Story at a glance:
- The British government’s new COVID-19 travel rules do not consider travelers from countries like India, those in Latin America and those in Africa to be “fully vaccinated.”
- Travelers from the U.S., Australia, New Zealand, or South Korea, for instance, are considered “fully vaccinated” and do not have to quarantine.
- Many are outraged by the policy and worried about the messaging.
England’s new COVID-19 travel rules are sparking confusion and outrage around the world, as the U.K. will now let vaccinated travelers in from certain countries but not others -- namely from India, countries in Latin America and countries in Africa.
The British government announced the new rules on Friday, with the Transport Secretary Grant Shapps billing it as a “simpler, more straightforward system” that will allow “more people to travel, see loved ones or conduct business around the world while providing a boost for the travel industry,” The Associated Press (AP) reports.
Under the rules, “fully vaccinated” travels can skip quarantine and take fewer tests. But the government only recognizes vaccinations administered by select countries. Travelers must have received a vaccine under the American, British or European programs or have received a U.K.-authorized shot from an approved health body, according to The AP.
Vaccinated travelers from the U.S., Australia, New Zealand, South Korea or a country within the European Union, for instance, are considered “fully vaccinated” and exempt from quarantine, according to The Guardian.
But vaccinated travelers from other countries, including India and those in Latin America and Africa, are not considered fully vaccinated and must quarantine for 10 days.
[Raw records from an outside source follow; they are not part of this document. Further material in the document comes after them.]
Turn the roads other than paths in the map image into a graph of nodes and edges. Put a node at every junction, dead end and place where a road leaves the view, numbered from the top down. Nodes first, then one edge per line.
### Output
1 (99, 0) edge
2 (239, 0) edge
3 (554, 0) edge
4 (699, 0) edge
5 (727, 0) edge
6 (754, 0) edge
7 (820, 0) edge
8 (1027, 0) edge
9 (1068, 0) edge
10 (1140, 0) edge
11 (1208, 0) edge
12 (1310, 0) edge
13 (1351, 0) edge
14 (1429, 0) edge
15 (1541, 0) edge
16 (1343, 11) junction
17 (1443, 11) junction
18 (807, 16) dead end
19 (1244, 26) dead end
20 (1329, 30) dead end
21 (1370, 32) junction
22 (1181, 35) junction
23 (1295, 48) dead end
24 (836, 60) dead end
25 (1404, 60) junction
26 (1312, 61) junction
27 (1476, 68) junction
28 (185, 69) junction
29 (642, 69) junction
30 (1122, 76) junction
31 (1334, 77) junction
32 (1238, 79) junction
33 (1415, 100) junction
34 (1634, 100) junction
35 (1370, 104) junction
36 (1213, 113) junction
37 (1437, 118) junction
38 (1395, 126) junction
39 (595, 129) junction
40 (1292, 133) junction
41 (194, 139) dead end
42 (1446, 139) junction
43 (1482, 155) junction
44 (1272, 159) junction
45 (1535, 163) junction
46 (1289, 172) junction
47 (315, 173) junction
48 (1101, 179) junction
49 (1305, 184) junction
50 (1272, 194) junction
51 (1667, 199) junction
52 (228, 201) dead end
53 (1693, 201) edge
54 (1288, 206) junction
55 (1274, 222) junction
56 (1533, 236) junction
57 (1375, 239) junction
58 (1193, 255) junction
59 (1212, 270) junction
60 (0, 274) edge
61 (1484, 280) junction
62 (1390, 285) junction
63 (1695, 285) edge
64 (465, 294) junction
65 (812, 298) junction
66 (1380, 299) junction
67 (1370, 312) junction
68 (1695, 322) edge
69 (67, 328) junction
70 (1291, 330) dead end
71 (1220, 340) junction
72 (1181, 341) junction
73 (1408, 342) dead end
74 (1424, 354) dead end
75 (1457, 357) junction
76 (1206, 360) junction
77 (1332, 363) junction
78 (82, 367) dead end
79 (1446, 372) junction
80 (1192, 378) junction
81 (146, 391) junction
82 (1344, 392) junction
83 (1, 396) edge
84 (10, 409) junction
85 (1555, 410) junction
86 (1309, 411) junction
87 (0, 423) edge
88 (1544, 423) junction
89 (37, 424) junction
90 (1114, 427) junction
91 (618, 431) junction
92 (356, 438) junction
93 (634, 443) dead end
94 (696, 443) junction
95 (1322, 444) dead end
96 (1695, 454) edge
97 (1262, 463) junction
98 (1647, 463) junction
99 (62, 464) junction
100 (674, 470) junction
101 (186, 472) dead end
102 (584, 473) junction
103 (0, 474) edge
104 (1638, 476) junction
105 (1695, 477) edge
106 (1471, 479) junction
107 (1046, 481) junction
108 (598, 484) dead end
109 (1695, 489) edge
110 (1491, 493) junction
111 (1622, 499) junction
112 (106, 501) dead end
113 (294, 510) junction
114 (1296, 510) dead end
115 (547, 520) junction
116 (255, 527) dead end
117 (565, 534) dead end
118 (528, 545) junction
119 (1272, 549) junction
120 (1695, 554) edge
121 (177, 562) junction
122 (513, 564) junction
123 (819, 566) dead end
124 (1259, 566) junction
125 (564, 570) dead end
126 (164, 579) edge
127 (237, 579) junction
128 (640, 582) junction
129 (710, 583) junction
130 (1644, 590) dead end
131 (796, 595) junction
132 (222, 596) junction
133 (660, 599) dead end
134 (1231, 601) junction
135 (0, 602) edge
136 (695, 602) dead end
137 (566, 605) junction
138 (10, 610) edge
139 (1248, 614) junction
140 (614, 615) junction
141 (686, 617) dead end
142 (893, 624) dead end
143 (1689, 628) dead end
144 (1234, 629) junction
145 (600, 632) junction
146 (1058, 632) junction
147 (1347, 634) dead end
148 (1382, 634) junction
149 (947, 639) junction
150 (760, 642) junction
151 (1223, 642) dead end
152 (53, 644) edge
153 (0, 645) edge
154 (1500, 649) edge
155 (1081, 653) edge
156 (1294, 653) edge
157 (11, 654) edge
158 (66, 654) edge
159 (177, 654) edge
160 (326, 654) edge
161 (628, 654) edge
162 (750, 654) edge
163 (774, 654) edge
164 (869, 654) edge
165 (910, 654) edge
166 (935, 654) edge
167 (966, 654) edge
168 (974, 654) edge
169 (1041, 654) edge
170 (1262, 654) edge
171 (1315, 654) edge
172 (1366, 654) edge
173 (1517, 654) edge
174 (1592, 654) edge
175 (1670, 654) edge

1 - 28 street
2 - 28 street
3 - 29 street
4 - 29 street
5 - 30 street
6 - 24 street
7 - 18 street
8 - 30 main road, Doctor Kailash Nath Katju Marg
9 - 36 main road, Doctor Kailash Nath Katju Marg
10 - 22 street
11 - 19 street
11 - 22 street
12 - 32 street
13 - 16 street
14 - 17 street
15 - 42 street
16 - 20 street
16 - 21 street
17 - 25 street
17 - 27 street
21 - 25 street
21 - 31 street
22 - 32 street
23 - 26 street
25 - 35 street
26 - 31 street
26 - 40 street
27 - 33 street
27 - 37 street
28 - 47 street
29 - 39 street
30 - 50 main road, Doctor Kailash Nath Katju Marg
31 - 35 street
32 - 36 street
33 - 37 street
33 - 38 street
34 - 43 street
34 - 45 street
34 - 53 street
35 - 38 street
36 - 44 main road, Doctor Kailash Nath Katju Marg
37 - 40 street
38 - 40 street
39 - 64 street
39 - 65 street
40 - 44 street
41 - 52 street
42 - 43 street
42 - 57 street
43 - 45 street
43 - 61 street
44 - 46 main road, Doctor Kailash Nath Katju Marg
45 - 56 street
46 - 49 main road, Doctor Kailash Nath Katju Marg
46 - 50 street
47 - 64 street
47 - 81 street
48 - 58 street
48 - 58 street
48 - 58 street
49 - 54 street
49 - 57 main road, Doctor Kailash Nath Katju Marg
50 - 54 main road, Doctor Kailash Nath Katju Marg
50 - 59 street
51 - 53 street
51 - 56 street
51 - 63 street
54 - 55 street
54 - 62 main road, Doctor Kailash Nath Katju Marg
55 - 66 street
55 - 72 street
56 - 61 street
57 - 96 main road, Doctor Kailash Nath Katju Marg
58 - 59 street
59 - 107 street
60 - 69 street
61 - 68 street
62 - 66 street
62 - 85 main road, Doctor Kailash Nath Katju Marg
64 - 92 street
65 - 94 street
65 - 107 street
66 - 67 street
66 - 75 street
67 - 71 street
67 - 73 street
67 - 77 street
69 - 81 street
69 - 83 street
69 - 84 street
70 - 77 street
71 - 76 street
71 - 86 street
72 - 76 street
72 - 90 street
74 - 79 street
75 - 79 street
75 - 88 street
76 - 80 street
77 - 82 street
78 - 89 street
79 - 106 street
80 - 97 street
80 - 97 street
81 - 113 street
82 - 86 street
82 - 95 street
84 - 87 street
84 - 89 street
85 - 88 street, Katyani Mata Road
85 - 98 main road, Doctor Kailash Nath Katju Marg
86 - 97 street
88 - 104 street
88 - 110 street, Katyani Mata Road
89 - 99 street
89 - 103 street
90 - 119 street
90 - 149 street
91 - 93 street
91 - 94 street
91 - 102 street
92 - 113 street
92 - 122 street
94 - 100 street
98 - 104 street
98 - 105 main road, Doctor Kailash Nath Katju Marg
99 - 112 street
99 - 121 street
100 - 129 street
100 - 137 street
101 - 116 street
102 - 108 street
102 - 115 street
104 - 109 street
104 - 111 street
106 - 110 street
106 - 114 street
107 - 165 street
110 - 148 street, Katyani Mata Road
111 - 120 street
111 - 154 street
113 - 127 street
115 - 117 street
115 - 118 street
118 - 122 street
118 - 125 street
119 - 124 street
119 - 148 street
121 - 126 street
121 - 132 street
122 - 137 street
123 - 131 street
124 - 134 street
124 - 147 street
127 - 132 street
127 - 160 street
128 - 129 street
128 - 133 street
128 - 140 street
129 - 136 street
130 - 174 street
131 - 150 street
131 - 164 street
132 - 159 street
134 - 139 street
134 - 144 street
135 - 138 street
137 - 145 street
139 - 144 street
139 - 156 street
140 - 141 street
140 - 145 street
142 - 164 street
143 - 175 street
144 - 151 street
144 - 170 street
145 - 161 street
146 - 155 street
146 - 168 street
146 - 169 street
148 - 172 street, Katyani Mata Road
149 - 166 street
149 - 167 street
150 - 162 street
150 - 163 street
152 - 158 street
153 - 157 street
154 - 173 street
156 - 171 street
This is even the case for a country like Kenya, which received hundreds of thousands of doses of the AstraZeneca vaccine from the U.K., according to The AP.
Critics are calling the travel policy discriminatory, illogical and harmful.
In South Africa, the Medical Association chairwoman, Dr. Angelique Coetzee, said citizens were being “discriminated against” and called the new rules “totally unacceptable,” The AP reports.
On Monday, Indian politician Shashi Tharoor said “It is offensive to ask fully vaccinated Indians to quarantine,” and announced he was pulling out of scheduled events and an upcoming book tour in the U.K.
“Why should Indians be deemed to be lesser breeds than others?” he wrote on The Quint news website, according to The AP.
“There isn’t a single person I have spoken to who isn’t angry about this. People are perplexed,” a Latin American diplomat told The Guardian.
“How can a Pfizer or Moderna or AstraZeneca vaccine that is administered [in Latin America] not be sufficient for someone to be allowed in? I just don’t see how this can be acceptable. I simply cannot get my head around it,” they told the outlet. “I cannot explain what is behind this – I just know that it is very, very, very unfair.”
Others are pointing out that the policy may further the growing problem of vaccine hesitancy.
A West African diplomat slammed the policy as discriminatory and added: “[But] it’s not even the discrimination that concerns me the most, it’s the message it sends out,” The Guardian reported.
“All around the world we’re struggling with vaccine hesitancy. There’s all sorts of fake news. When you say, ‘We are not going to accept the vaccine from Africa’, you lend credence to these kinds of theories. It’s only going to create a situation where it allows the pandemic to be prolonged,” the diplomat said.